8.4. Quanto a obrigação ou responsabilidade atribuída por lei (o que também poderia implicar interesse da União), no contexto, tem-se a Lei 12.608/2012, que instituiu a Política Nacional de Proteção e Defesa Civil - PNPDEC; dispondo sobre o Sistema Nacional de Proteção e Defesa Civil - SINPDEC e o Conselho Nacional de Proteção e Defesa Civil - CONPDEC, que estabelece, no seu art. 6º, inc. I, ser competência da União "expedir normas para implementação e execução da PNPDEC". Por sua vez o art. 7º da mesma lei ao dispor sobre a competência dos Estados, estabelece que lhes cabem "executar a PNPDEC em seu âmbito territorial". Assim, em harmonia com o sistema constitucional (Constituição Federal, arts. 21 a 23), a competência da União fica adstrita à expedição de normas gerais e apoio, enquanto aos Estados cabe a execução. Situação que, também, não atrai interesse próprio da União no caso, pelo que é afastada a pretensão de legitimidade passiva da União.
10. Da legitimidade passiva do Município
10.1. A norma constitucional prevê que compete ao Município "promover, no que couber, adequado ordenamento territorial, mediante planejamento e controle do uso, do parcelamento e da ocupação do solo urbano" (CF, art. 30, VIII). A citada Lei Estadual nº 10.350/94, também prevê a participação dos Municípios, no gerenciamento das respectivas bacias hidrográficas de forma estratégica, especialmente por meio dos Comitês de Gerenciamento de Bacias Hidrográficas (art. 4º), além de convênios e parcerias técnicas com os municípios, especialmente por meio da Secretaria do Meio Ambiente e Infraestrutura (SEMA), para execução de obras e projetos de drenagem, contenção e recuperação ambiental.
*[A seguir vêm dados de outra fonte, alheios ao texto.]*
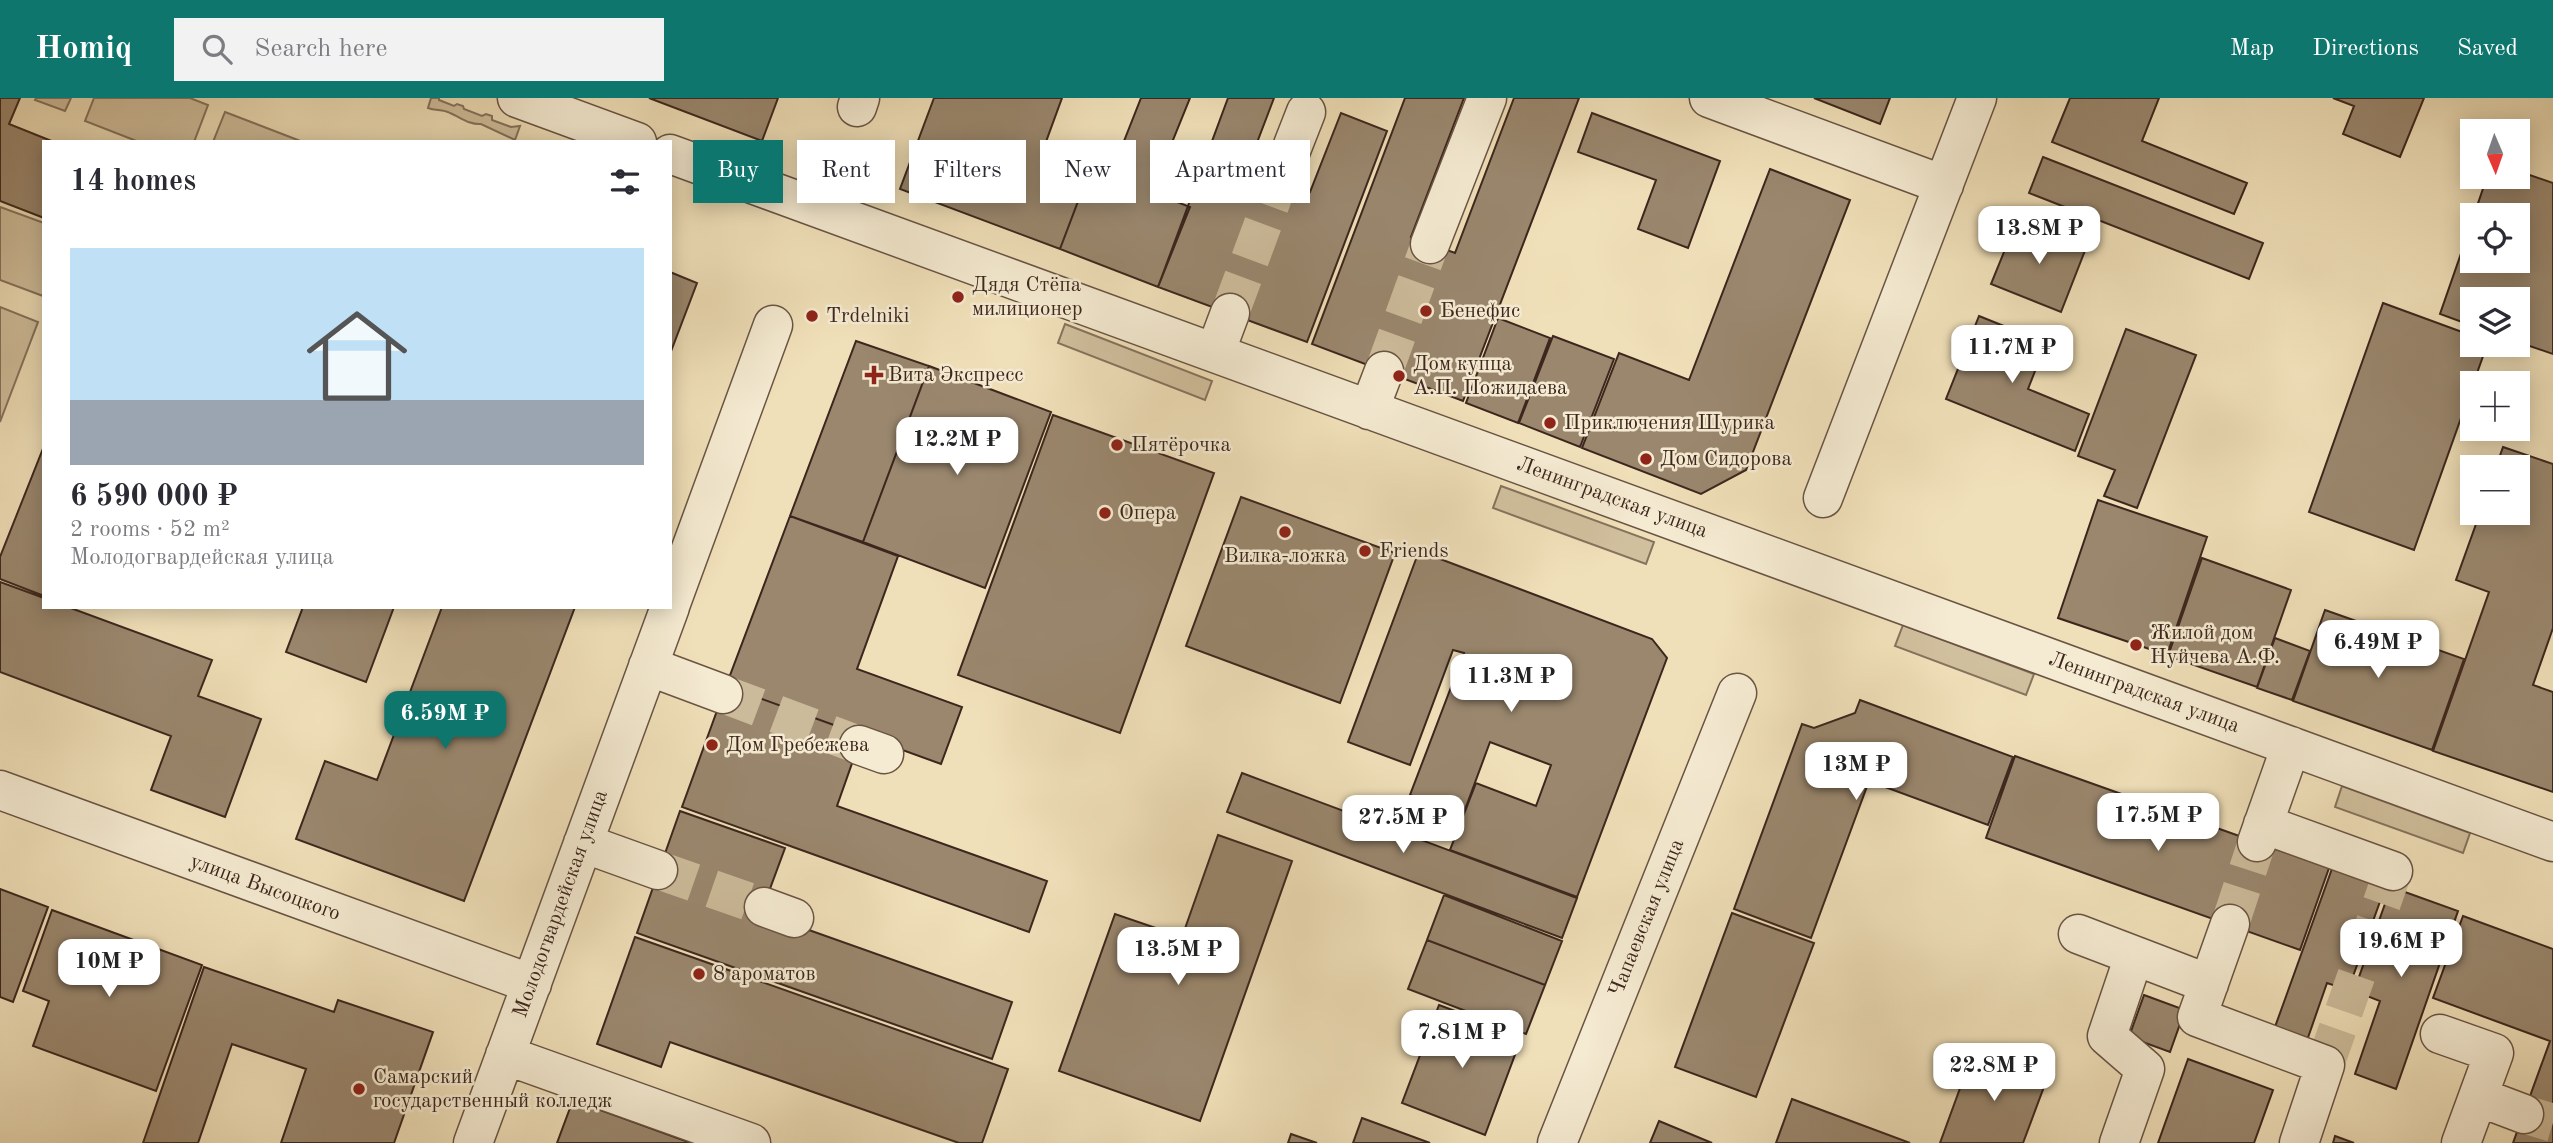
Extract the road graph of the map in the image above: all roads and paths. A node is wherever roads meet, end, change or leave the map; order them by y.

Também o Decreto nº 42.047/2002, que regulamenta a Lei 10.350/94, reforça a atuação integrada entre Estado e municípios (arts. 7º e 8º), de modo que o Município tem, semelhantemente, legitimidade para estar no polo passivo em razão de ser o órgão executor da política urbana, notadamente no que se refere ao parcelamento, uso e ocupação do solo, mapeamento das áreas propensas a inundações, realocação de população em áreas de risco e medidas de drenagem para fins de prevenção e redução do impacto dos fatos da natureza, principalmente quando a questão envolve escoamento das águas pluviais em área municipal, como no caso em tela.
10.2. Portanto, o Município é parte legítima para figurar, solidariamente, no polo passivo da presente demanda.
12. Expedição de ofícios a órgãos públicos ou privados.
12.1. Em relação ao pedido do réu (evento 43, CONT1) de produção de prova documental, no sentido de que o juízo oficiasse ao INMET, o CEMADEN e o CPRM/ANA, o Município é Pessoa Jurídica de Direito Público, possuindo não só legitimidade institucional, como serviço especializado (Procuradoria do Município), com expertise para, por si, diretamente, requerer tais informações a quem de direito, de modo que a intervenção judicial só se justificaria em caso de comprovada impossibilidade.
12.2. Pelo que INDEFIRO o pedido de expedição, via judicial, de ofícios aos órgãos INMET, CEMADEN e CPRM/ANA.
12.3. Faculto à parte ré, juntar a prova documental postulada no prazo de 10 dias.
13. Encerrada a instrução.
14. Intimem-se as partes para apresentação de razões finais escritas (CPC, 364, § 2º).
15. Na sequência, vista ao Ministério Público, retornando, após, para sentença.